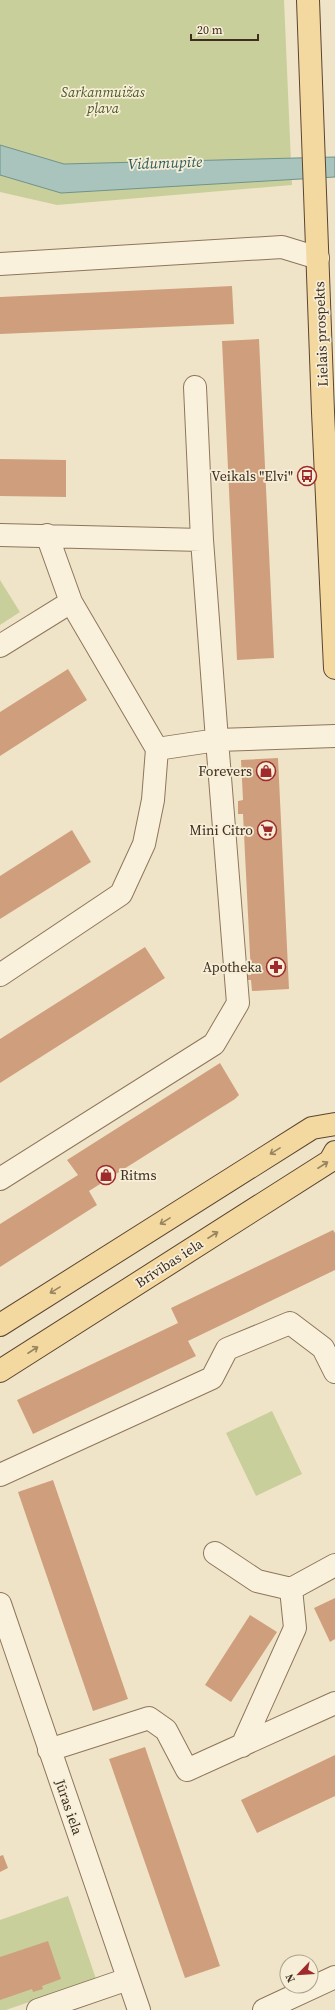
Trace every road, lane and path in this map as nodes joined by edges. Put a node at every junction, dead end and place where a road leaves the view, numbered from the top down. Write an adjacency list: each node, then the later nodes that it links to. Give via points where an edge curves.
1 (308, 0): 2 (main road, Lielais prospekts)
2 (318, 258): 3 (street, via 282,247); 5 (main road, Lielais prospekts)
3 (0, 264)
4 (195, 387): 8 (street)
5 (329, 412): 11 (main road, Lielais prospekts)
6 (0, 535): 7 (street)
7 (47, 535): 8 (street); 9 (street)
8 (202, 540): 13 (street)
9 (71, 602): 10 (street); 14 (street)
10 (0, 646)
11 (335, 668)
12 (335, 736): 13 (street)
13 (217, 740): 14 (street); 18 (street, via 238,1003 214,1044)
14 (157, 749): 15 (street, via 153,800 144,844 121,894)
15 (0, 975)
16 (335, 1124): 19 (main road, one-way to 19, via 312,1128)
17 (335, 1152): 20 (main road, Brīvības iela, one-way to 17, via 330,1160)
18 (0, 1179)
19 (0, 1325)
20 (0, 1371)
21 (335, 1372): 22 (street, via 323,1348 290,1323 227,1349 212,1378)
22 (0, 1475)
23 (215, 1553): 25 (street, via 257,1581)
24 (335, 1565): 25 (street)
25 (291, 1589): 28 (street, via 295,1628)
26 (0, 1604): 29 (street, Jūras iela)
27 (335, 1703): 28 (street)
28 (242, 1746): 29 (street, via 187,1770 166,1730 149,1718)
29 (49, 1750): 31 (street, Jūras iela)
30 (335, 1977): 34 (street)
31 (128, 1979): 32 (street); 33 (street, Jūras iela)
32 (38, 2010)
33 (139, 2010)
34 (264, 2010)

*-*-*

_Directions for this task_
All of the records above should be reproduced exactly, with the pictures left out.

_Solution for this task_
Trace every road, lane and path in this map as nodes joined by edges. Put a node at every junction, dead end and place where a road leaves the view, numbered from the top down. Write an adjacency list: each node, then the later nodes that it links to. Give via points where an edge curves.
1 (308, 0): 2 (main road, Lielais prospekts)
2 (318, 258): 3 (street, via 282,247); 5 (main road, Lielais prospekts)
3 (0, 264)
4 (195, 387): 8 (street)
5 (329, 412): 11 (main road, Lielais prospekts)
6 (0, 535): 7 (street)
7 (47, 535): 8 (street); 9 (street)
8 (202, 540): 13 (street)
9 (71, 602): 10 (street); 14 (street)
10 (0, 646)
11 (335, 668)
12 (335, 736): 13 (street)
13 (217, 740): 14 (street); 18 (street, via 238,1003 214,1044)
14 (157, 749): 15 (street, via 153,800 144,844 121,894)
15 (0, 975)
16 (335, 1124): 19 (main road, one-way to 19, via 312,1128)
17 (335, 1152): 20 (main road, Brīvības iela, one-way to 17, via 330,1160)
18 (0, 1179)
19 (0, 1325)
20 (0, 1371)
21 (335, 1372): 22 (street, via 323,1348 290,1323 227,1349 212,1378)
22 (0, 1475)
23 (215, 1553): 25 (street, via 257,1581)
24 (335, 1565): 25 (street)
25 (291, 1589): 28 (street, via 295,1628)
26 (0, 1604): 29 (street, Jūras iela)
27 (335, 1703): 28 (street)
28 (242, 1746): 29 (street, via 187,1770 166,1730 149,1718)
29 (49, 1750): 31 (street, Jūras iela)
30 (335, 1977): 34 (street)
31 (128, 1979): 32 (street); 33 (street, Jūras iela)
32 (38, 2010)
33 (139, 2010)
34 (264, 2010)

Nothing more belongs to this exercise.